Criminals to lose French nationality

France's President Nicolas Sarkozy Photo/REUTERS

Paris, Friday

France’s President Nicolas Sarkozy will next week launch moves to strip some foreign-born criminals of French nationality, a minister said, with plans reportedly targeting polygamists.

Immigration minister Eric Besson said Sarkozy would convene ministers next week to discuss amendments to plans he has announced to cancel citizenship for some crimes as part of his controversial law and order drive.

His “war on crime” also includes tearing down illegal Gypsy camps and deporting the Roma minority back to Bulgaria and Romania, sparking criticism from the United Nations, European Union and others.

Critics and political opponents have accused Sarkozy of stigmatising minorities, promoting racial and social divisions and playing to the far-right in the hope of boosting his plunging popularity rating.

Benefited from welfare fraud

Launching the campaign earlier this month, the President said he planned to strip French nationality from foreign-born citizens convicted of endangering the lives of police or other public officials.

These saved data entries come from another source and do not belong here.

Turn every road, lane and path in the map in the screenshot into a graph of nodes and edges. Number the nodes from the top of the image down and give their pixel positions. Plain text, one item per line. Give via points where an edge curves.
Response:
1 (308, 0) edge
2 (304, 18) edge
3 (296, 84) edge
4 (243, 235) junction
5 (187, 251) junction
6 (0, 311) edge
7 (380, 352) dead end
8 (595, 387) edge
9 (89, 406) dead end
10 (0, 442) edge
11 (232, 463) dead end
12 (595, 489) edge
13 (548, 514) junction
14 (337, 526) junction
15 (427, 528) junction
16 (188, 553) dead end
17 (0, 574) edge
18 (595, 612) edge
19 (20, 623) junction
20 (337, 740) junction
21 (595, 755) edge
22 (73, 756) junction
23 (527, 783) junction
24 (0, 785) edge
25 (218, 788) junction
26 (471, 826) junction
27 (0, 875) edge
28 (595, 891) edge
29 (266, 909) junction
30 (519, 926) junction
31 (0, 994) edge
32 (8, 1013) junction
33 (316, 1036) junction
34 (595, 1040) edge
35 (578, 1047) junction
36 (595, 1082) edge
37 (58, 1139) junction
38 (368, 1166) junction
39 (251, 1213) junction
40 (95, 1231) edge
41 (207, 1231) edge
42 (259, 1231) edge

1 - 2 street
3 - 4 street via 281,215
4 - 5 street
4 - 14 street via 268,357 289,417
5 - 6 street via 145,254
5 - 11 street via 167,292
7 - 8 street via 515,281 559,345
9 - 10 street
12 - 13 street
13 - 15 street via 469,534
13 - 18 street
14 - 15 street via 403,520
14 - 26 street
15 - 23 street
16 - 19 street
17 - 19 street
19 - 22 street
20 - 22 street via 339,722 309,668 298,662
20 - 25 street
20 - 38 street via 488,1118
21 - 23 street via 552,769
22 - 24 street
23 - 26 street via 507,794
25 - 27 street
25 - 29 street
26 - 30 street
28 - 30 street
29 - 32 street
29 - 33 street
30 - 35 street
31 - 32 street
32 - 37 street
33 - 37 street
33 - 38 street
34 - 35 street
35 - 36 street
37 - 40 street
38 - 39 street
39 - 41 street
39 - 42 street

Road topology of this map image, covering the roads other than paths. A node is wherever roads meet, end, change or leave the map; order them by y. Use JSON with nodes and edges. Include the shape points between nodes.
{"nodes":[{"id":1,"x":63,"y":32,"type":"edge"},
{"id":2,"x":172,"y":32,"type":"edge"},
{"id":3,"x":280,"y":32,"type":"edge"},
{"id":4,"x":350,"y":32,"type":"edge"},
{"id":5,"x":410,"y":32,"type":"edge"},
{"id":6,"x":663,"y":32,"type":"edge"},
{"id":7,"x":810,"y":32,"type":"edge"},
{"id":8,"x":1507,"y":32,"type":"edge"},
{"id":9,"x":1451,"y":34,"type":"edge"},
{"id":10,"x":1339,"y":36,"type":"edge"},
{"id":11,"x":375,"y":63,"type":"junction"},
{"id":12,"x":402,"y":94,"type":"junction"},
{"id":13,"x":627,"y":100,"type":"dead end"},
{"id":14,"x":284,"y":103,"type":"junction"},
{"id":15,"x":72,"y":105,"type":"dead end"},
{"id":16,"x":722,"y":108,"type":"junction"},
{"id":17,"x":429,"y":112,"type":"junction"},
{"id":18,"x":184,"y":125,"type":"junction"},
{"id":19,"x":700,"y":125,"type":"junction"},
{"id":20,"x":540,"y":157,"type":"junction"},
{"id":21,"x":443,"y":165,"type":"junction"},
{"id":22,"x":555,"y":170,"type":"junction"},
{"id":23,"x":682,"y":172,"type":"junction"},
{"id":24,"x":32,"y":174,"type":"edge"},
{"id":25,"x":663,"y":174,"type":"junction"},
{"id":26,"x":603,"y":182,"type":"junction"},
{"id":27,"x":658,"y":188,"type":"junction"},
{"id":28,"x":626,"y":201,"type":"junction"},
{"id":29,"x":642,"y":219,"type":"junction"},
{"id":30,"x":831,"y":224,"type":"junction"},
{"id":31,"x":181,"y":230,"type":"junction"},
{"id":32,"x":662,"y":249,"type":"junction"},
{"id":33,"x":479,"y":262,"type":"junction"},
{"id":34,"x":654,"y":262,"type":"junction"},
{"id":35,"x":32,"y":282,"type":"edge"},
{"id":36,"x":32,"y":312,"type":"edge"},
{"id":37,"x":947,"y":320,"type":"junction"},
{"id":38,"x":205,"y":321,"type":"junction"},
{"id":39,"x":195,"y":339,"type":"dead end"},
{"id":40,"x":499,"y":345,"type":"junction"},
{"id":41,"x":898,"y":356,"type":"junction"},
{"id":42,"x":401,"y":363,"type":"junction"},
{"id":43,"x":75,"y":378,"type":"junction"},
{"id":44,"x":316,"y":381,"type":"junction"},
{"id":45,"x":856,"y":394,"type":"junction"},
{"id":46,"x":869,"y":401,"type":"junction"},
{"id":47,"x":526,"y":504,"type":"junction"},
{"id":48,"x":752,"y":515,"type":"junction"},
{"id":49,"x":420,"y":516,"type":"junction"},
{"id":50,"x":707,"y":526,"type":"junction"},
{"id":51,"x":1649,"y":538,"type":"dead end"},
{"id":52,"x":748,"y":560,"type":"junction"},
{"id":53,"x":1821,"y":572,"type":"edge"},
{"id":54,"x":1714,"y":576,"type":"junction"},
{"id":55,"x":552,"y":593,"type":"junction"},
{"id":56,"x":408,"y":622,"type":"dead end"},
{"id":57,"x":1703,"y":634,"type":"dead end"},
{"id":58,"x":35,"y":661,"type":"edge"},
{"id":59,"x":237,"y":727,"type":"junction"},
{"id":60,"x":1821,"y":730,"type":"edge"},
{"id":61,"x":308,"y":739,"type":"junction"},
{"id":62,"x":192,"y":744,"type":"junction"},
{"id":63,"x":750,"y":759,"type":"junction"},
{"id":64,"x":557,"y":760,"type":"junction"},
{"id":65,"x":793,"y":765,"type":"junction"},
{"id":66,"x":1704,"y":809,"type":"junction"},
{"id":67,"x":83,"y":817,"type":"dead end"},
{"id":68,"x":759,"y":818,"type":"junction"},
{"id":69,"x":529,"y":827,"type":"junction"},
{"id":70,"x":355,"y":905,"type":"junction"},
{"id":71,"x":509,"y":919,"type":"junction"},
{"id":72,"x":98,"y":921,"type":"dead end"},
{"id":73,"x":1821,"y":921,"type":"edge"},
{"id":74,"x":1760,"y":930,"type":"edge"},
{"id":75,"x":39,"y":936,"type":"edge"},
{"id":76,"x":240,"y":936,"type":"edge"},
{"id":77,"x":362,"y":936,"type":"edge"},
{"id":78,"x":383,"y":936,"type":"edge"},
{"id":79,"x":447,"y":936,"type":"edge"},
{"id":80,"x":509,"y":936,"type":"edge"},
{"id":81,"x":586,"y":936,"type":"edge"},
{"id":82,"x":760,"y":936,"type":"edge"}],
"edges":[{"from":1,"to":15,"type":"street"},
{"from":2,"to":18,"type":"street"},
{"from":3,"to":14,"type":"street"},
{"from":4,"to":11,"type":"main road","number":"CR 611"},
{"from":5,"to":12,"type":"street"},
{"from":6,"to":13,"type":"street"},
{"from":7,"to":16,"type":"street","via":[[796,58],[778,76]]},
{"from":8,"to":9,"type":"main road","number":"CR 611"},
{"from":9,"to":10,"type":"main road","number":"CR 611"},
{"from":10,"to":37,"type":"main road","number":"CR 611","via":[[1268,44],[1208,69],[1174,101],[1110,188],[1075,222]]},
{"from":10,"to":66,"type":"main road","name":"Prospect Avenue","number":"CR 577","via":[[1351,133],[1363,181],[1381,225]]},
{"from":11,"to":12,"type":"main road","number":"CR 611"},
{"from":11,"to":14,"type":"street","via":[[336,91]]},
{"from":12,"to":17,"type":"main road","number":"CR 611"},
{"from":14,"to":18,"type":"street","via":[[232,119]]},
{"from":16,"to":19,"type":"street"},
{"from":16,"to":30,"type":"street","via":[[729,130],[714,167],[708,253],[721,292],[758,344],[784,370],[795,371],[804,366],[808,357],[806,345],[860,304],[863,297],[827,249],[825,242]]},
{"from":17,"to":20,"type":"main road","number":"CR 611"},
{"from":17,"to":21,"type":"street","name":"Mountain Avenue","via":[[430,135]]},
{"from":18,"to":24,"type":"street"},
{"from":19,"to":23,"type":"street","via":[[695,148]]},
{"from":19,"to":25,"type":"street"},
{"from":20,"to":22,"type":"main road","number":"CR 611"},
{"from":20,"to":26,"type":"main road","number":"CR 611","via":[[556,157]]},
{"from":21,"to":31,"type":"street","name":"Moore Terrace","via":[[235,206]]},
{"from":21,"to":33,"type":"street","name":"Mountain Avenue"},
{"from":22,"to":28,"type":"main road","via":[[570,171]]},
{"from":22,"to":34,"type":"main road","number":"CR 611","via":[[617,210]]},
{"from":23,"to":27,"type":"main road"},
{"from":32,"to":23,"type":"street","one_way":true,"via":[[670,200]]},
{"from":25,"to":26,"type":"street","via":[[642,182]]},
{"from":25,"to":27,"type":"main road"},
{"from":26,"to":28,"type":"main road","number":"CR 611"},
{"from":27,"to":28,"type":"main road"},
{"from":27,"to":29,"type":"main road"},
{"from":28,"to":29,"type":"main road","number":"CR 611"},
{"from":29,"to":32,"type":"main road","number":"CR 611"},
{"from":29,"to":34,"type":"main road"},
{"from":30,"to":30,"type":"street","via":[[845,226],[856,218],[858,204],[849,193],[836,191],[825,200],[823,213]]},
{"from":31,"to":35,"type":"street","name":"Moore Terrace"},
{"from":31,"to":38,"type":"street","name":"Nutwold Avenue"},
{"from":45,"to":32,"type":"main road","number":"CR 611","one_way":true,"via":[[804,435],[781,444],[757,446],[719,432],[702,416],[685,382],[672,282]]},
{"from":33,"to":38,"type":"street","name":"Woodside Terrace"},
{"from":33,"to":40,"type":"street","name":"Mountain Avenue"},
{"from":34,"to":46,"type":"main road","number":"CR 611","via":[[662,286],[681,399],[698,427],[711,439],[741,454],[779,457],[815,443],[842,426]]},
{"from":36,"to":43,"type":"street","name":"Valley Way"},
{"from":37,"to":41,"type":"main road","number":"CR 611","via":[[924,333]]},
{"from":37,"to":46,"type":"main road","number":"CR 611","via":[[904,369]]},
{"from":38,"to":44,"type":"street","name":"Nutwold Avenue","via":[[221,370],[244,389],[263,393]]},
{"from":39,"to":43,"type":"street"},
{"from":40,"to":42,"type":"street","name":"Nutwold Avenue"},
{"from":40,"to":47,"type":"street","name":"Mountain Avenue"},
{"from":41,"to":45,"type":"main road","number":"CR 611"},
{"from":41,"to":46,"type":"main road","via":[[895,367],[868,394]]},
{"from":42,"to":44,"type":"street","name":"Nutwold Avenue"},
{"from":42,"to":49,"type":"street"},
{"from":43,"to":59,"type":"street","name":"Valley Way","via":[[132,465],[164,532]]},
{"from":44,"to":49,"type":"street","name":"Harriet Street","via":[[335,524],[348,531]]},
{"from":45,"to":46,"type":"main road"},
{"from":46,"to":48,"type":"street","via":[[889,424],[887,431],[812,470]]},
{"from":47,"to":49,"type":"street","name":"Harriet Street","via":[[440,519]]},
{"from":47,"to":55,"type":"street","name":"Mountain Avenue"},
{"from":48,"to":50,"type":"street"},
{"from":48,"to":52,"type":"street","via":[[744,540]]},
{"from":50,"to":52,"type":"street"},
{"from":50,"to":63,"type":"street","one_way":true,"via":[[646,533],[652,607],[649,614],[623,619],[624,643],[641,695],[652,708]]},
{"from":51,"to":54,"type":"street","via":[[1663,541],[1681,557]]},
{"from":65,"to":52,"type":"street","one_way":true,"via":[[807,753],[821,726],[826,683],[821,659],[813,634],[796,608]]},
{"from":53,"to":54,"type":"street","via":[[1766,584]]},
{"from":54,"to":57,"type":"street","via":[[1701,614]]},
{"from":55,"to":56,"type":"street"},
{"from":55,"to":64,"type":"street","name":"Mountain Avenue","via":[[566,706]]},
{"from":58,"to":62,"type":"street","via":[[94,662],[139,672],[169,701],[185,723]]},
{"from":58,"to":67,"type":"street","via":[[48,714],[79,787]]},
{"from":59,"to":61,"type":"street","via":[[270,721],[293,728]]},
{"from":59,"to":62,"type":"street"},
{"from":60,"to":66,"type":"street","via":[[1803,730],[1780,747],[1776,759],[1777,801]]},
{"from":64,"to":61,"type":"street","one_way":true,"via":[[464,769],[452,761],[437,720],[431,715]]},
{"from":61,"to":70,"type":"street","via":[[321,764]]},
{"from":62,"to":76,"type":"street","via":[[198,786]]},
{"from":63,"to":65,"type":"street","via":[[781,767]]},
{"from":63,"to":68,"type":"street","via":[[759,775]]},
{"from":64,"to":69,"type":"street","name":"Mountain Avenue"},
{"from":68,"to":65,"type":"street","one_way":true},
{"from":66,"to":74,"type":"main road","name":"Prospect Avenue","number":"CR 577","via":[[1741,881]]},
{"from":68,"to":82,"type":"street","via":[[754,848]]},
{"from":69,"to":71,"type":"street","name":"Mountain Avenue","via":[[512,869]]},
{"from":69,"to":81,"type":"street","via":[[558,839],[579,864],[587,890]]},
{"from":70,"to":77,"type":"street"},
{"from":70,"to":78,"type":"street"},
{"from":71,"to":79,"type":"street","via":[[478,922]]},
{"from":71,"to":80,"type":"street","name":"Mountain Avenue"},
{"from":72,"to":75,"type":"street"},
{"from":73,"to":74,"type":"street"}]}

The daily Liberation reported today that Interior Minister Brice Hortefeux will also propose withdrawing citizenship from non-natives who practice polygamy and benefit from welfare payments to their extra spouses.

That measure was prompted by the case of Lies Hebbadj, a shop-owner in the western town of Nantes who made headlines in recent months after Hortefeux accused him of polygamy and welfare fraud.

Hortefeux’s latest proposals also specify that the loss of nationality for those who attack police would apply to convicts who had held it for less than 10 years, the newspaper said.

He has also added to the list of public figures on whom attacks would yield the punishment, to include firefighters, attendants in buildings, jurors and lawyers, plus family members and other relations of such people.

Besson told RMC radio that Sarkozy would decide on Hortefeux’s proposals next week.

Defending the measures, Besson added: “France is particularly generous in granting French nationality” to some 108,000 people a year.

The UN anti-racism committee has urged France to “avoid” the collective deportations of Roma and said it was concerned about “political speeches of a discriminatory nature.”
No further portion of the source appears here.